Within the listing, each line that has the string "junctions" should be copied.

Start of SOURCE DATA

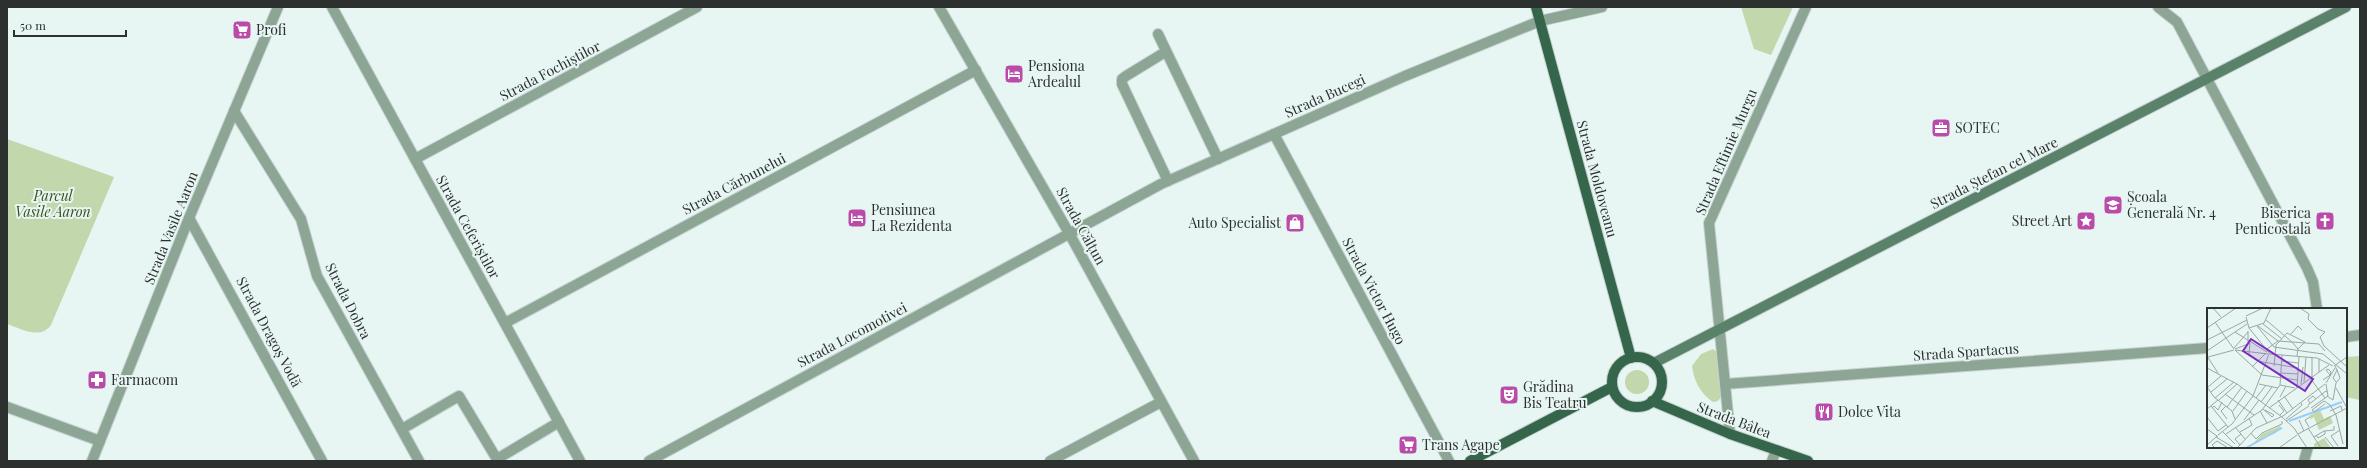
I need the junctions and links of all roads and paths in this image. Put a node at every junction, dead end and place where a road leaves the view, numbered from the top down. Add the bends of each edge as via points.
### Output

End of SOURCE DATA
Start of SOURCE DATA

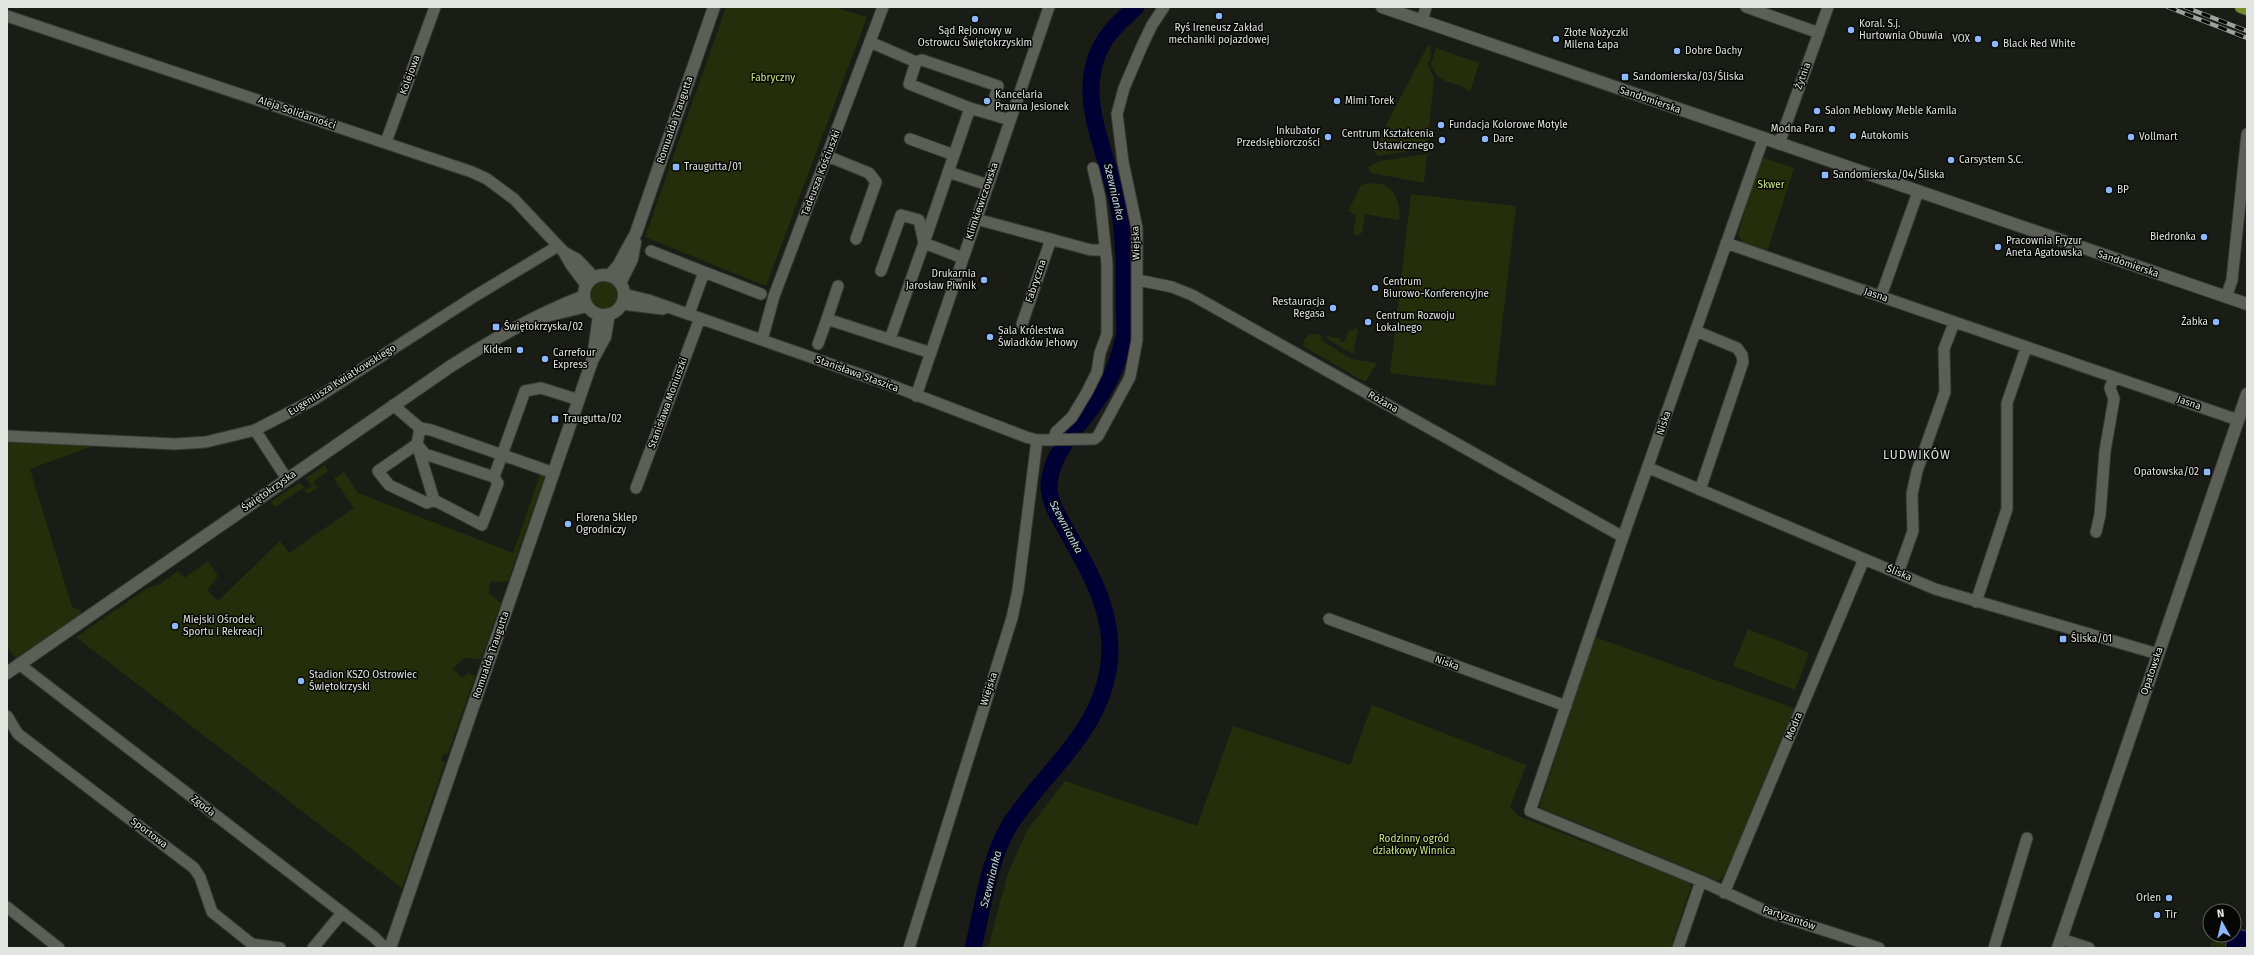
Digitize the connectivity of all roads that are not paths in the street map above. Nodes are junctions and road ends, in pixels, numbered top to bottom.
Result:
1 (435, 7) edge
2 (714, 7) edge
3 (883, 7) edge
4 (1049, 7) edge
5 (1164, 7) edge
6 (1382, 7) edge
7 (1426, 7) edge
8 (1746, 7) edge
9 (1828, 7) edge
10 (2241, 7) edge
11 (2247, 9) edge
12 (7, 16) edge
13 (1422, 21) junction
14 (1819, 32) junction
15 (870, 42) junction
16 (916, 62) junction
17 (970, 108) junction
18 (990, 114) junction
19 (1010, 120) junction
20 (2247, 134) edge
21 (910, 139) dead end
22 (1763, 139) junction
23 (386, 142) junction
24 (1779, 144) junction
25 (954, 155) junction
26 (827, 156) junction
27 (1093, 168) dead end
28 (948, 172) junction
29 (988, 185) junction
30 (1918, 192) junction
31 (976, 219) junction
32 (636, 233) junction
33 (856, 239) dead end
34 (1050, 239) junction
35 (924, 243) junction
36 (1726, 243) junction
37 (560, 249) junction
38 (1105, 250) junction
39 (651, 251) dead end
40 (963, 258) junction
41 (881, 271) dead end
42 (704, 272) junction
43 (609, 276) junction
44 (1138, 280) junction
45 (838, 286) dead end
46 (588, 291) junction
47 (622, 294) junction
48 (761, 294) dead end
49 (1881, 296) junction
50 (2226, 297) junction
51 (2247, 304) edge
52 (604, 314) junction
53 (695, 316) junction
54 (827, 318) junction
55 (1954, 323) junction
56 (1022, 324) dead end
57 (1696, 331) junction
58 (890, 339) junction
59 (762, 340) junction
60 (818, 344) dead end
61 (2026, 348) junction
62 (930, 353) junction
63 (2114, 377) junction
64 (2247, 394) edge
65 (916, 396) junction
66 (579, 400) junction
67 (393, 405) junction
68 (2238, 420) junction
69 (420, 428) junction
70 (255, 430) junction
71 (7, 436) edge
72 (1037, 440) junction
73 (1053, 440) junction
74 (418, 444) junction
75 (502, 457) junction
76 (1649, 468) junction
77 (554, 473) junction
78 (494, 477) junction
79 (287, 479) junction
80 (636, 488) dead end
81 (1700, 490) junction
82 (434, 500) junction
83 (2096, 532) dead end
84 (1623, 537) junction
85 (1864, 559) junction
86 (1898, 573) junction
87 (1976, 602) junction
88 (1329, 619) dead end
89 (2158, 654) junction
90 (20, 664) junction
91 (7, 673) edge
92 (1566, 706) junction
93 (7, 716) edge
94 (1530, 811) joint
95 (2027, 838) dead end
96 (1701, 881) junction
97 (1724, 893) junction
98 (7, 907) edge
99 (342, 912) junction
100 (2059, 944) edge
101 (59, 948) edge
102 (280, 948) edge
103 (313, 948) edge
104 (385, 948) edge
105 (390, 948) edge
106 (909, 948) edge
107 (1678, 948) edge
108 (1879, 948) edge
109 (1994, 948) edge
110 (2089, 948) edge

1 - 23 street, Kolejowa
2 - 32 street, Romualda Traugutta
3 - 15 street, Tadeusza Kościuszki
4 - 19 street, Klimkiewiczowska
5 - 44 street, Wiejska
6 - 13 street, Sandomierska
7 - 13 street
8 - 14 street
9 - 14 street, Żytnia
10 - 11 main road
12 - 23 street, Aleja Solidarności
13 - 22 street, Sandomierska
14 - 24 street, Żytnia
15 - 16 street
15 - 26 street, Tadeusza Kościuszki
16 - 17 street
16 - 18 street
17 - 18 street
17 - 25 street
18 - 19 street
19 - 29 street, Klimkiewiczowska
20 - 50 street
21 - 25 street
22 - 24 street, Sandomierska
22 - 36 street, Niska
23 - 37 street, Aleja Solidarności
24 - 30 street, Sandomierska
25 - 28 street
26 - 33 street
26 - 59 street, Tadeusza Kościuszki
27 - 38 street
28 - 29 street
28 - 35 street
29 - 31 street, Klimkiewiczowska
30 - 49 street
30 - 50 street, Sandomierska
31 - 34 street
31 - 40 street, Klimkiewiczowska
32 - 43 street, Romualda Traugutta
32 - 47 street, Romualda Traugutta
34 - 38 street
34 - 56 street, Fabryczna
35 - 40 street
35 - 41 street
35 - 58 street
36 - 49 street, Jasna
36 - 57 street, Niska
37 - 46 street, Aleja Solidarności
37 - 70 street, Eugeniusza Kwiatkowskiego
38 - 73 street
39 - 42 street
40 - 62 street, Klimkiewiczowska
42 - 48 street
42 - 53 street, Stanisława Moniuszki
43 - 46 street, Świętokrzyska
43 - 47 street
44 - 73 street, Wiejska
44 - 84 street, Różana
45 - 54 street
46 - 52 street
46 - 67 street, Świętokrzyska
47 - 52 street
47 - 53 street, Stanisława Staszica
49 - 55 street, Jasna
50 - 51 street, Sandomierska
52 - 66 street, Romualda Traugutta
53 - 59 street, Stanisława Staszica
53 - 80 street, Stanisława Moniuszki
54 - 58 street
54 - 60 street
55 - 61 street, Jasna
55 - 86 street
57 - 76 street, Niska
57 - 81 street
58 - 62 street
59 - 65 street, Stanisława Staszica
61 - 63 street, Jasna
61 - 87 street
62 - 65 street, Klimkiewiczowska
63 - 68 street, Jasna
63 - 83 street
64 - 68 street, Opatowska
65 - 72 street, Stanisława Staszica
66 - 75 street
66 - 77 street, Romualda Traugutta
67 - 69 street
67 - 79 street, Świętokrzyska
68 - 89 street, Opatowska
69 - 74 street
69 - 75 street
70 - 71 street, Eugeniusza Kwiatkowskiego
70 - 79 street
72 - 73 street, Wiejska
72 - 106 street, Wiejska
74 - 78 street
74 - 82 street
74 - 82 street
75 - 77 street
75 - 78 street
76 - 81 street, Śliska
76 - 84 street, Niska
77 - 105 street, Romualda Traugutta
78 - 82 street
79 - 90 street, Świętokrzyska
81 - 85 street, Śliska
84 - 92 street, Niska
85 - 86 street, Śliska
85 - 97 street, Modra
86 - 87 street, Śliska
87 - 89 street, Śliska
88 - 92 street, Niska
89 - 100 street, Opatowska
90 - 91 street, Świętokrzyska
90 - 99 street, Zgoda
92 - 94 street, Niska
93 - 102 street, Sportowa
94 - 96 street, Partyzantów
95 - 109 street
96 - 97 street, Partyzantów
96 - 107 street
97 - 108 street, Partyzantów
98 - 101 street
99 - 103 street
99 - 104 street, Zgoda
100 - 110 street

End of SOURCE DATA

▶ _EXERCISE SOLUTION_:
I need the junctions and links of all roads and paths in this image. Put a node at every junction, dead end and place where a road leaves the view, numbered from the top down. Add the bends of each edge as via points.
Digitize the connectivity of all roads that are not paths in the street map above. Nodes are junctions and road ends, in pixels, numbered top to bottom.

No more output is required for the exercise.